(Collected data entries)
++++

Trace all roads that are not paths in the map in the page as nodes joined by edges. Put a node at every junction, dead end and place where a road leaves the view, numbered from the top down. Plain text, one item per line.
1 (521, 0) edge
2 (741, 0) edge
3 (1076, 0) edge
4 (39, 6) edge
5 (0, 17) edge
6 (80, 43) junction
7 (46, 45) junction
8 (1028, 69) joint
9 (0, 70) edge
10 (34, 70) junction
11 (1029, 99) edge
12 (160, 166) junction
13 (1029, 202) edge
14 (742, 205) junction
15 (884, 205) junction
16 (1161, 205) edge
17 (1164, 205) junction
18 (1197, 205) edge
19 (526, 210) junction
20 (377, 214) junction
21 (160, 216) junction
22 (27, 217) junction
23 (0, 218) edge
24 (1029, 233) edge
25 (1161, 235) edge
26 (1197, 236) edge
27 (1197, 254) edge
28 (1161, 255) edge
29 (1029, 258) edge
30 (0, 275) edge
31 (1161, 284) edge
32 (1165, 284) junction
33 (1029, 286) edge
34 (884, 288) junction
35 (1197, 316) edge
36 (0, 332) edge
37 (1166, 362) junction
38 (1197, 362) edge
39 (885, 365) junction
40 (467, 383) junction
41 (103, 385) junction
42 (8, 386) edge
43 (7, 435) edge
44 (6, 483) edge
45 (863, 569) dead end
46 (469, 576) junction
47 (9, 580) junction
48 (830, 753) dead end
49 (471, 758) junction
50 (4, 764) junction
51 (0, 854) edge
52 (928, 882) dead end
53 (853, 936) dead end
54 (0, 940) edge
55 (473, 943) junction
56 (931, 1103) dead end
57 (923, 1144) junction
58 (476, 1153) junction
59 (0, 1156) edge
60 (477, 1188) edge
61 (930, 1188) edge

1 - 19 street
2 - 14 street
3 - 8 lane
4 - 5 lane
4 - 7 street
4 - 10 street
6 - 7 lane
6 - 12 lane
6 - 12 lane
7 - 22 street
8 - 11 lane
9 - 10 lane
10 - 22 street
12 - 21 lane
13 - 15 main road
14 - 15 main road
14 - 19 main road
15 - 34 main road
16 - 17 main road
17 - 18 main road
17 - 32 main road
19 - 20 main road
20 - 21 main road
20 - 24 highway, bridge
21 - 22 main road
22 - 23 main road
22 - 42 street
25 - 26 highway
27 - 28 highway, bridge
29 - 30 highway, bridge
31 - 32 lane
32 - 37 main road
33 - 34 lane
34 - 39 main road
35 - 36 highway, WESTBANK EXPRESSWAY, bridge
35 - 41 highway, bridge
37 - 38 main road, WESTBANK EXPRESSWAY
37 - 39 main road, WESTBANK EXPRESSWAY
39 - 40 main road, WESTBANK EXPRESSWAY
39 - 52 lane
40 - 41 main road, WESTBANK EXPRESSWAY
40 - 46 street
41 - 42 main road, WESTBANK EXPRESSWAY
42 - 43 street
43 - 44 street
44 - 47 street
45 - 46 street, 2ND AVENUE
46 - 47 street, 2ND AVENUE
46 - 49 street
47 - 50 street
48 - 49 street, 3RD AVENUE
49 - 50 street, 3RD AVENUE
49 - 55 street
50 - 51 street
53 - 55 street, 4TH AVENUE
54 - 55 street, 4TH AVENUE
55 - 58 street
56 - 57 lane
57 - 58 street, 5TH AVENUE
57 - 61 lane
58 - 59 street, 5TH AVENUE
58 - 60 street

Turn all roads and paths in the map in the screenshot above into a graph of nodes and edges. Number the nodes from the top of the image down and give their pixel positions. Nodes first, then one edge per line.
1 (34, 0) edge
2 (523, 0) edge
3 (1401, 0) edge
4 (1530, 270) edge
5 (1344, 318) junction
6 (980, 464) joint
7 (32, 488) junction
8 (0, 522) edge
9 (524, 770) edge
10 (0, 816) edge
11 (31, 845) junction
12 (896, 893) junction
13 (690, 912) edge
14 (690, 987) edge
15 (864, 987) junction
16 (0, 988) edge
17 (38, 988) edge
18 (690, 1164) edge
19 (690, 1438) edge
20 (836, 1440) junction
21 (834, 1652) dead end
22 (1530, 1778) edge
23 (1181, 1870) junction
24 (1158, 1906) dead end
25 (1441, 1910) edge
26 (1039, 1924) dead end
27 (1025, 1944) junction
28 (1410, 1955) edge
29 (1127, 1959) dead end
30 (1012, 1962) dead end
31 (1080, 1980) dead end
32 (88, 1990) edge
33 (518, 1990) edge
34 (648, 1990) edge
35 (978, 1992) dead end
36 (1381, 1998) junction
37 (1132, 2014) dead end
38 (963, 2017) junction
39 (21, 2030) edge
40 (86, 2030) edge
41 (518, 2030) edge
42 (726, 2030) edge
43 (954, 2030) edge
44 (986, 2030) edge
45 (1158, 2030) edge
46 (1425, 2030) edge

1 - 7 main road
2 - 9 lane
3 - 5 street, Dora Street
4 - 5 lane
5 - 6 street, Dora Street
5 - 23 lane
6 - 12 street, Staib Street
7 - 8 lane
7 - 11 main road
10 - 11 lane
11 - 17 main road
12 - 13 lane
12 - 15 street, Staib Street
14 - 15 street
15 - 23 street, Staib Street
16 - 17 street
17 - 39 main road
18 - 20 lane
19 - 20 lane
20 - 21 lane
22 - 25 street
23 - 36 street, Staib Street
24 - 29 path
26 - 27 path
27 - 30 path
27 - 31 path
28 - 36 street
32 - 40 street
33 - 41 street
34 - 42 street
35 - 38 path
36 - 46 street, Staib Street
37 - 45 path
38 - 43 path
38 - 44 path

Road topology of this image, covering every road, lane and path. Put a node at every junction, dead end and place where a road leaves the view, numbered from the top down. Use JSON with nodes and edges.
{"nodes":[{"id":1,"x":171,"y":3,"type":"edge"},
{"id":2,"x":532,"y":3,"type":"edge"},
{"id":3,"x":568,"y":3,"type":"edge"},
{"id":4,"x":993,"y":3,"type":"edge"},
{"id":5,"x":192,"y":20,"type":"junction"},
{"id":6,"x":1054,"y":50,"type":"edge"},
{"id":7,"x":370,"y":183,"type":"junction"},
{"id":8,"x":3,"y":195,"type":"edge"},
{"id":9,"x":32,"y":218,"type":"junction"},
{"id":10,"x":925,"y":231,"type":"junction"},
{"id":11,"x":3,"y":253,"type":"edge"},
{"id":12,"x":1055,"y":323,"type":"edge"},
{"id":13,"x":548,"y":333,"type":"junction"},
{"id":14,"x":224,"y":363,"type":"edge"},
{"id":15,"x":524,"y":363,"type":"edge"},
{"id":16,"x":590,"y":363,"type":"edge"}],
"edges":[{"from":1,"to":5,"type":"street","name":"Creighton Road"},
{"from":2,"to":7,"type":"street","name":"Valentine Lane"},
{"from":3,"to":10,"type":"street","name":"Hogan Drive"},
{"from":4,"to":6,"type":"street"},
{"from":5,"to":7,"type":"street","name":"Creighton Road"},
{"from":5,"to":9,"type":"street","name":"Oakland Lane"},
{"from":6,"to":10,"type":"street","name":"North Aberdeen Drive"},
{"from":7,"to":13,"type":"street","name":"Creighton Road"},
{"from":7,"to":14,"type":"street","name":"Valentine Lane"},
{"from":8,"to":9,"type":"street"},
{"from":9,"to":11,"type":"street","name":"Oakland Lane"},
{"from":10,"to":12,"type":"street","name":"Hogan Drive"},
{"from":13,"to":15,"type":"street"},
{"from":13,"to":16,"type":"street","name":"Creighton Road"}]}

++++

If a line in the data above holds the string "EXPRESSWAY", report that line.

35 - 36 highway, WESTBANK EXPRESSWAY, bridge
37 - 38 main road, WESTBANK EXPRESSWAY
37 - 39 main road, WESTBANK EXPRESSWAY
39 - 40 main road, WESTBANK EXPRESSWAY
40 - 41 main road, WESTBANK EXPRESSWAY
41 - 42 main road, WESTBANK EXPRESSWAY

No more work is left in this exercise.